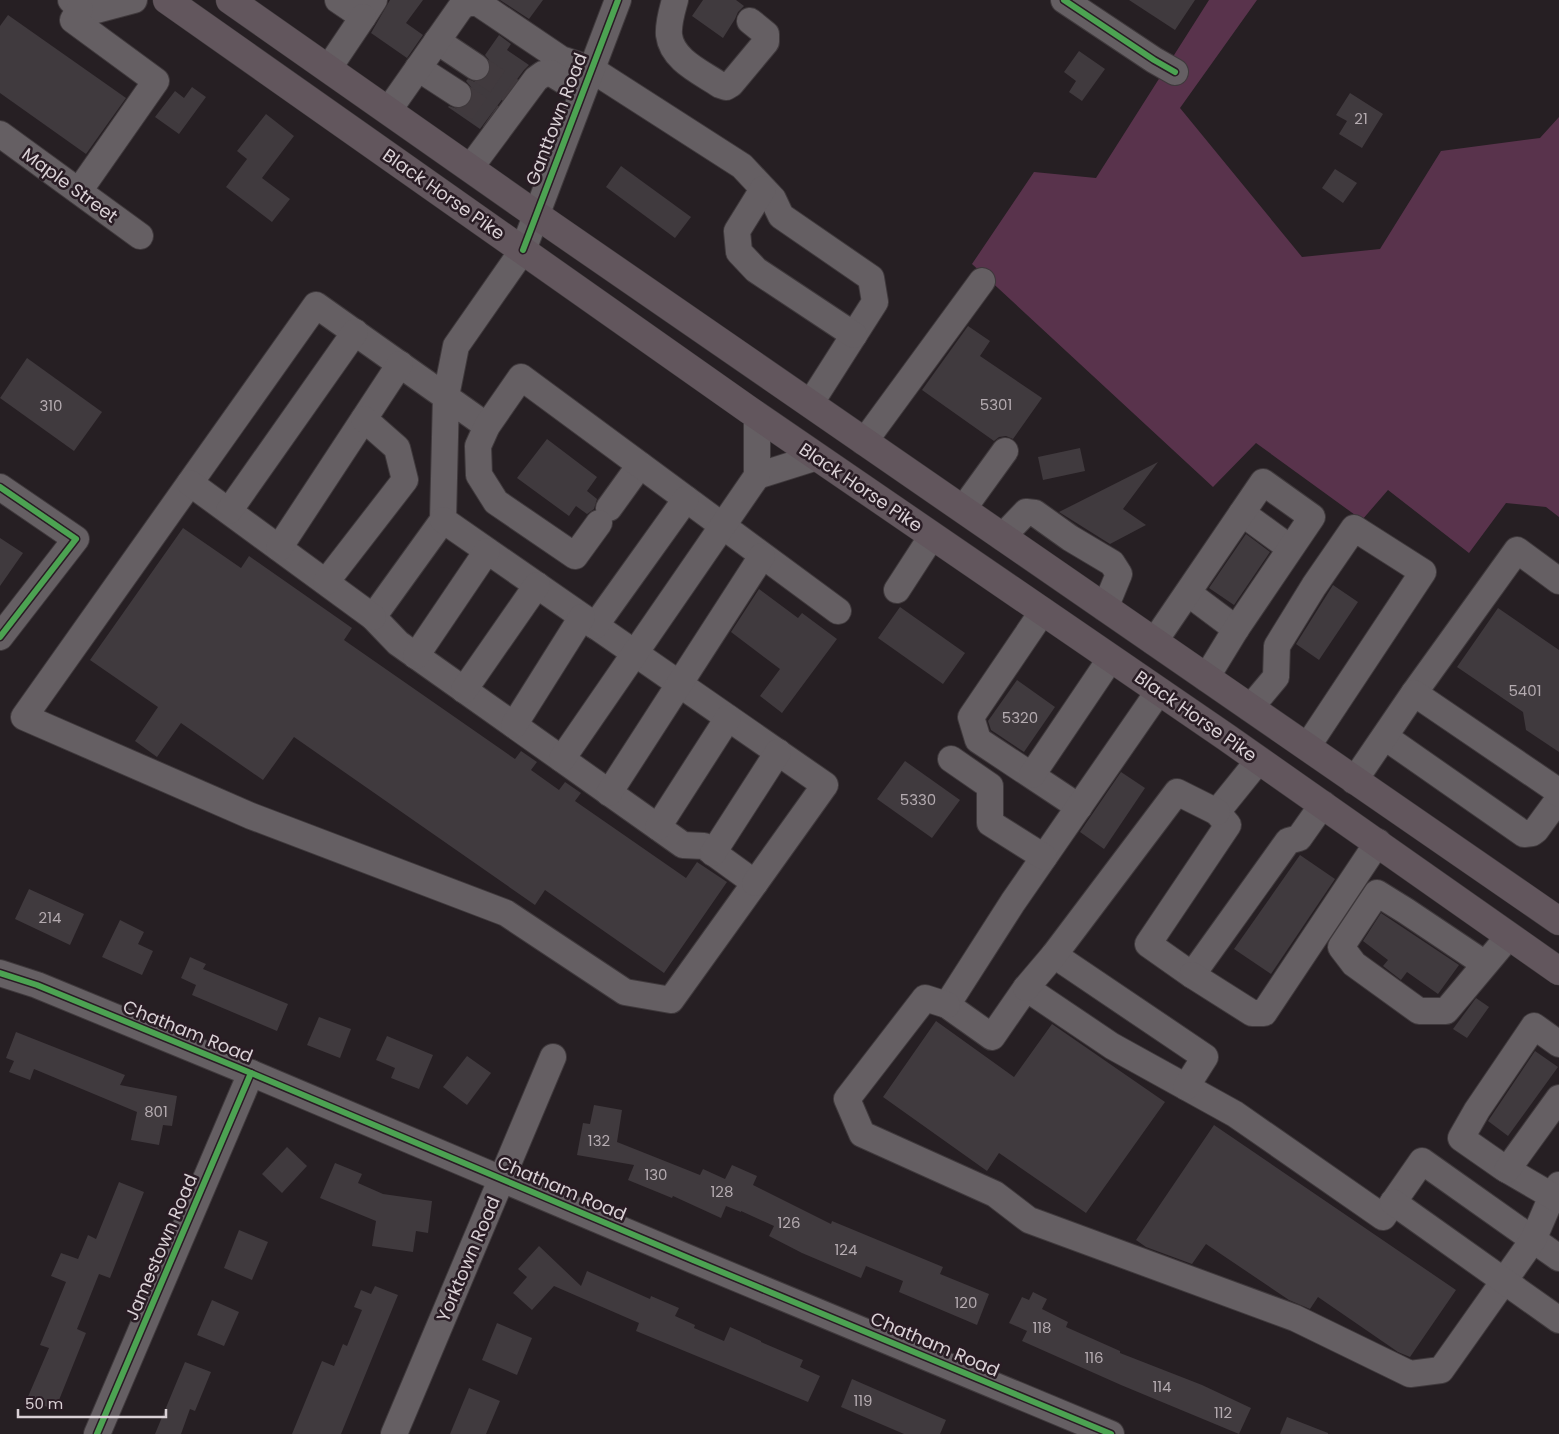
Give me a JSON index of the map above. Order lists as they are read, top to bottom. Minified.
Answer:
{"streets":{"highway":["Black Horse Pike"],"street":["Ganttown Road","Maple Street","Chatham Road","Jamestown Road","Yorktown Road"]},"crossings":[["Ganttown Road","Black Horse Pike"],["Chatham Road","Jamestown Road"],["Chatham Road","Yorktown Road"]],"house_numbers":["21","5301","310","5401","5320","5330","214","801","132","130","128","126","124","120","118","116","114","119","112"],"scale_bar":"50 m"}
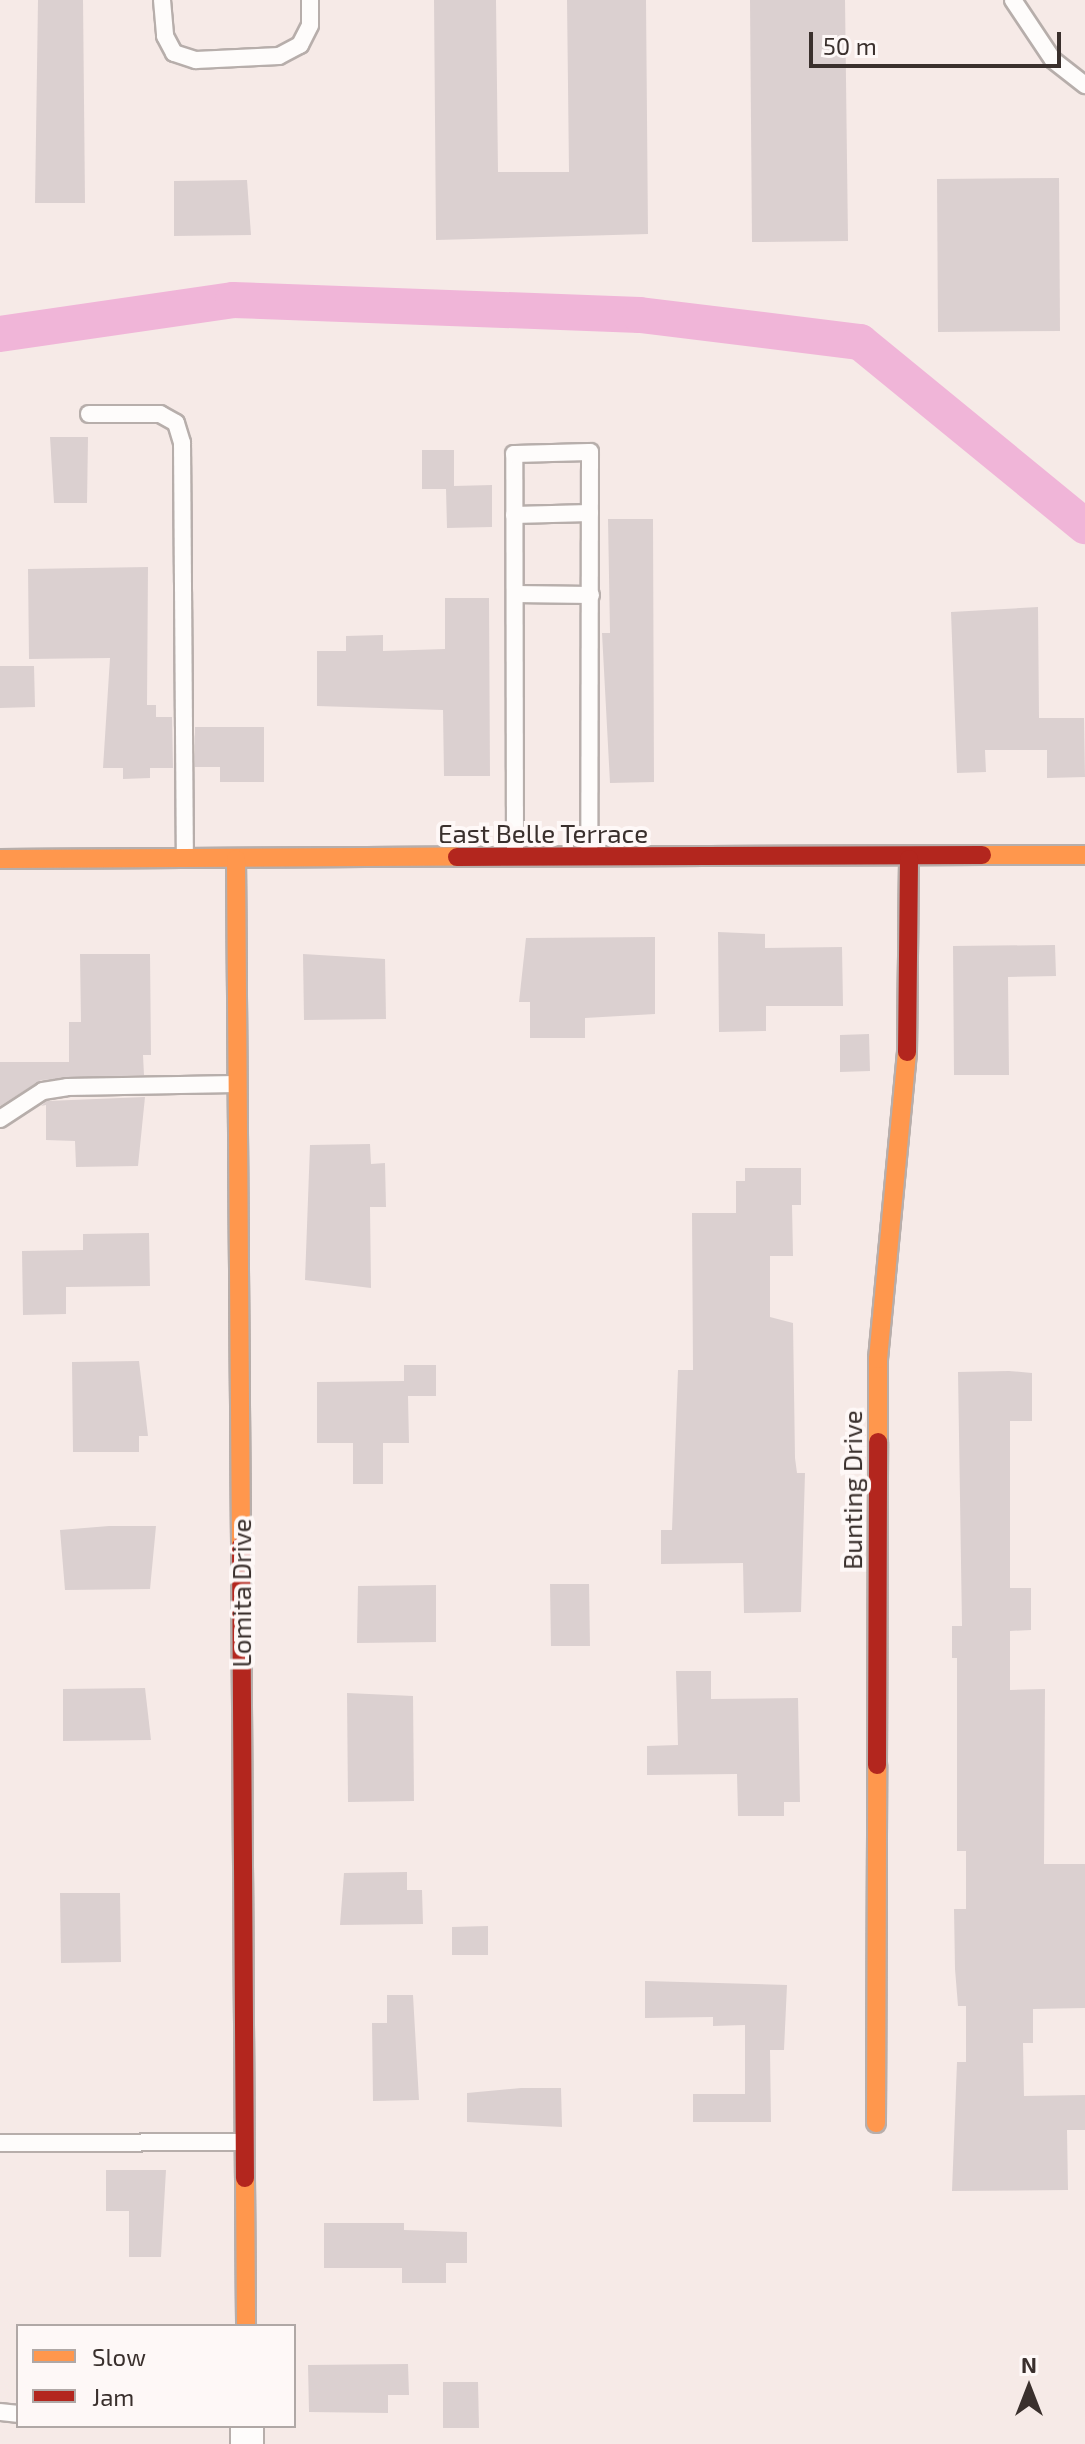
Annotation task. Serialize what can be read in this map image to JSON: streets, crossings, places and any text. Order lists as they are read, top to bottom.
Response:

**About this task**.
Taking the listing above as a whole, state how many of its lines hold the string "Order". No other output is permitted.

**Answer for this exercise**.
2